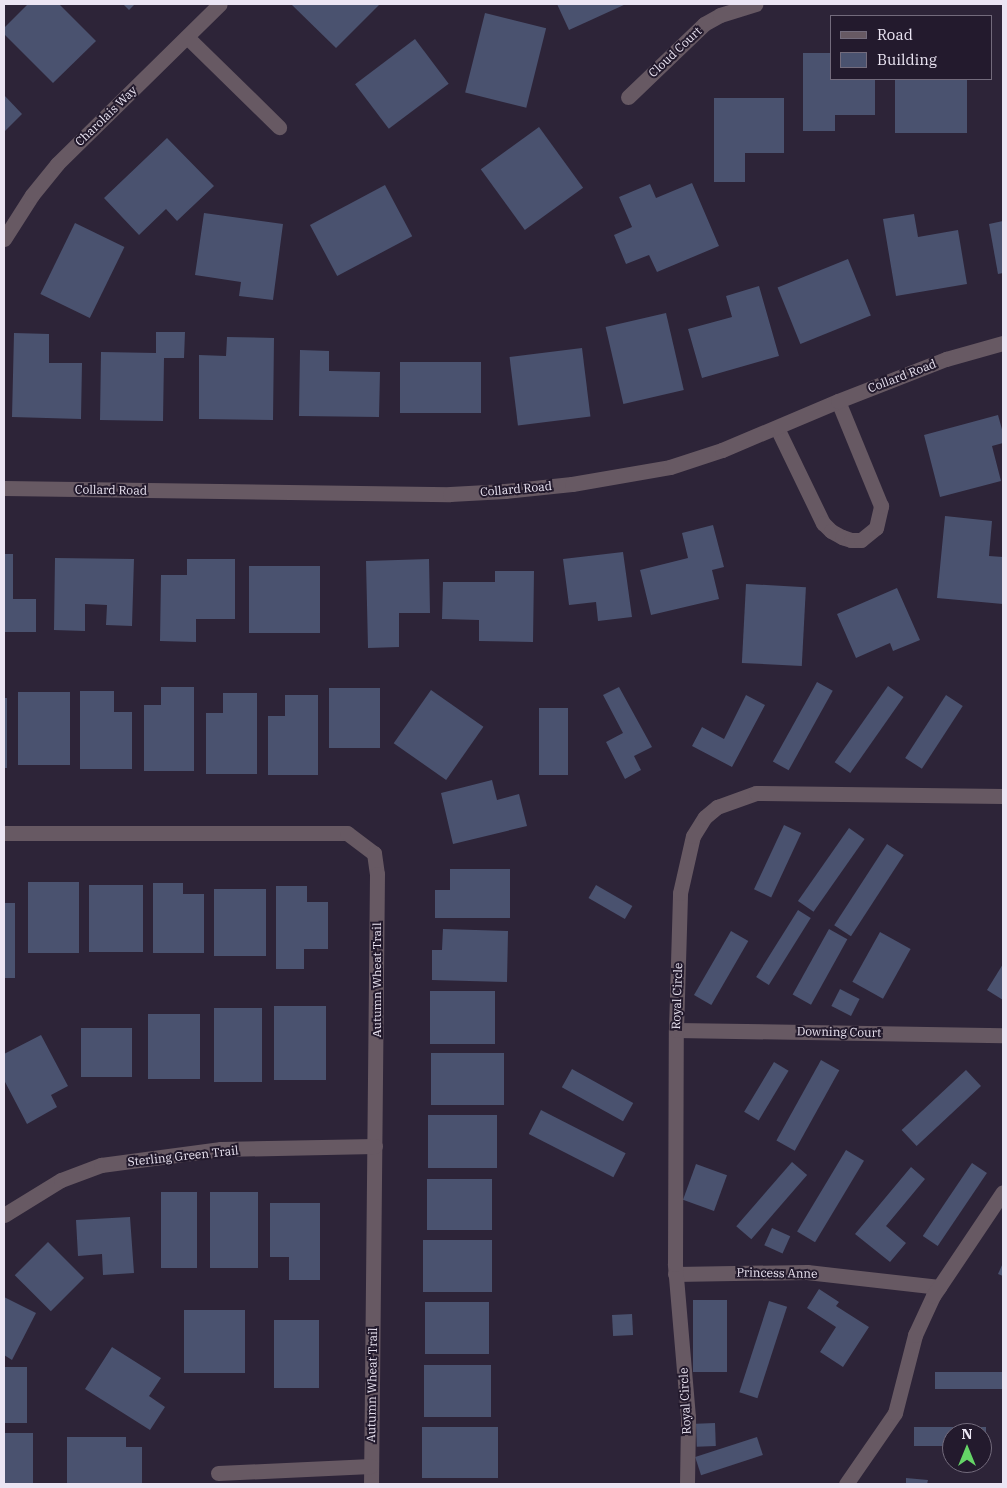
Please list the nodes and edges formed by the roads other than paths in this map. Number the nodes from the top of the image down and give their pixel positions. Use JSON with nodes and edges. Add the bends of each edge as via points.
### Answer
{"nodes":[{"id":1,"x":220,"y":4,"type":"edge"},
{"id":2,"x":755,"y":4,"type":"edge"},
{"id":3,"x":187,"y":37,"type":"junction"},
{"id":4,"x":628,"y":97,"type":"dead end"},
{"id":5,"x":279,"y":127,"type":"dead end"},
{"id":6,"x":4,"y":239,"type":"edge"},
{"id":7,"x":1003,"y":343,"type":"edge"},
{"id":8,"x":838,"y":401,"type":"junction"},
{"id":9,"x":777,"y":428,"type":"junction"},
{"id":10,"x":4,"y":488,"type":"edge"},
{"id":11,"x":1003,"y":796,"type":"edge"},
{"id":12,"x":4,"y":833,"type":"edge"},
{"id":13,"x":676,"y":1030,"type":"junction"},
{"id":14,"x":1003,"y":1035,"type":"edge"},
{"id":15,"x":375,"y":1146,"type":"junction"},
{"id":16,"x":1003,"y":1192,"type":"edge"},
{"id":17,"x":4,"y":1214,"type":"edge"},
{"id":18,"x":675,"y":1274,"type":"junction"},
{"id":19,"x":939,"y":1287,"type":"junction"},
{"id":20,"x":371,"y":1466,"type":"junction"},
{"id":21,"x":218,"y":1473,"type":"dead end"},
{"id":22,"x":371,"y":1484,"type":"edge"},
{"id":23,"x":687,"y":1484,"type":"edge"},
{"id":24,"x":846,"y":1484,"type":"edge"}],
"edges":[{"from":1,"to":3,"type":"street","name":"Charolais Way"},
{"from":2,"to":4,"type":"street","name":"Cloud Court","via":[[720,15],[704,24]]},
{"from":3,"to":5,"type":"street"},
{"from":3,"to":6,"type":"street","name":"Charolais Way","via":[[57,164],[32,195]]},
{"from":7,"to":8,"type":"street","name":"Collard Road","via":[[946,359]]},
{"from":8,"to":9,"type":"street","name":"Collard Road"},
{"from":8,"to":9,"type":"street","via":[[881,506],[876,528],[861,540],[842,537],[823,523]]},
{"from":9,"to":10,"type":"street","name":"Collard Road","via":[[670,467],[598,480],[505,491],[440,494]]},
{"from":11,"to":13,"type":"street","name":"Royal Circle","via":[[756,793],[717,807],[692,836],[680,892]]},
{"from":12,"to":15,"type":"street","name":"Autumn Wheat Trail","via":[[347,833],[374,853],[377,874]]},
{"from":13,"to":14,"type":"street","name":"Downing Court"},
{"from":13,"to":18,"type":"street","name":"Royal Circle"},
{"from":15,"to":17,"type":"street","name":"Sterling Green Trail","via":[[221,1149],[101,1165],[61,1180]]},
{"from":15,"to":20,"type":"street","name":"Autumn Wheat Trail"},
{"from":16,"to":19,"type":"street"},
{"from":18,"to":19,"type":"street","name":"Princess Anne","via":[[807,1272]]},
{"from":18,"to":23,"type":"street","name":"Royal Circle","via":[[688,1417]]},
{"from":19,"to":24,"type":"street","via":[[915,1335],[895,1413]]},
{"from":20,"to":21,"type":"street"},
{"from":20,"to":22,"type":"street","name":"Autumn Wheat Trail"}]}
━━━━━━━━━━━━━━━━━━━━
_Work to complete_
Within the lines above, find those holding the word "Wheat" and copy them.

_Your response_
{"from":12,"to":15,"type":"street","name":"Autumn Wheat Trail","via":[[347,833],[374,853],[377,874]]},
{"from":15,"to":20,"type":"street","name":"Autumn Wheat Trail"},
{"from":20,"to":22,"type":"street","name":"Autumn Wheat Trail"}]}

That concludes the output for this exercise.